Task description -
Extract all lines in the data that contain the word "index".

Records provided -
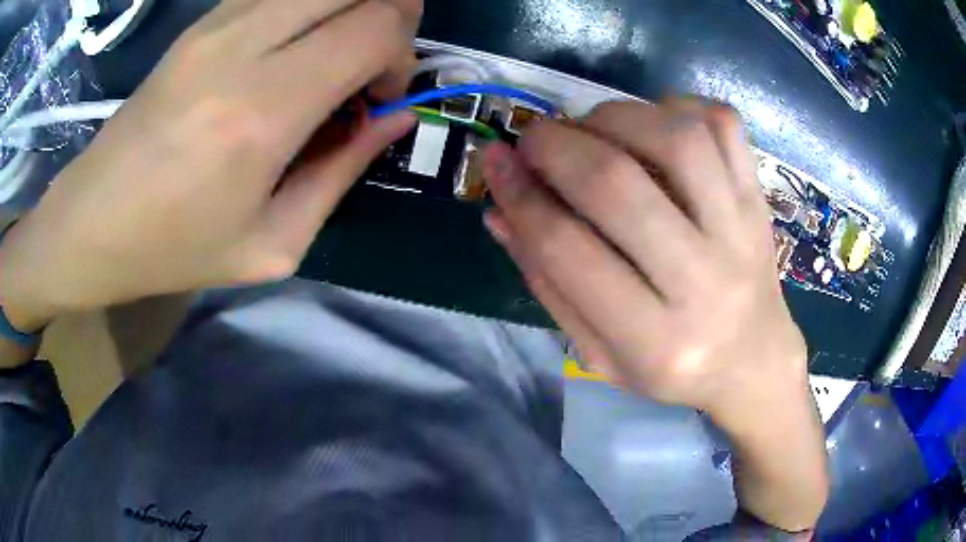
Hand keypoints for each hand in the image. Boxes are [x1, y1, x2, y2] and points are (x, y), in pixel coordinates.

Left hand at [0, 0, 422, 330]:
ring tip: (335, 52)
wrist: (91, 222)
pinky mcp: (200, 21)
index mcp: (262, 111)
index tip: (380, 95)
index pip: (375, 27)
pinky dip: (307, 7)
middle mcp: (242, 45)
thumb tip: (394, 118)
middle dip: (389, 13)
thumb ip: (342, 171)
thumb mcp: (271, 243)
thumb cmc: (173, 248)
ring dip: (348, 7)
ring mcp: (216, 23)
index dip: (401, 53)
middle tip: (373, 60)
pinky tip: (292, 46)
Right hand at [482, 98, 827, 529]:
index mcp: (654, 341)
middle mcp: (704, 283)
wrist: (755, 361)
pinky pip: (722, 124)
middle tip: (534, 139)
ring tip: (593, 128)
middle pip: (619, 185)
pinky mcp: (759, 199)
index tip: (494, 162)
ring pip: (676, 138)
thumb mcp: (599, 354)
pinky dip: (677, 105)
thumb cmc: (673, 367)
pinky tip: (653, 123)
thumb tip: (499, 211)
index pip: (567, 251)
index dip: (519, 196)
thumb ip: (549, 285)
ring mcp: (742, 232)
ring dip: (615, 116)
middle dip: (557, 146)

Task answer -
index mcp: (262, 111)
index tip: (380, 95)
index pip: (375, 27)
index dip: (401, 53)
index mcp: (654, 341)
index tip: (494, 162)
index pip: (567, 251)
index dip: (519, 196)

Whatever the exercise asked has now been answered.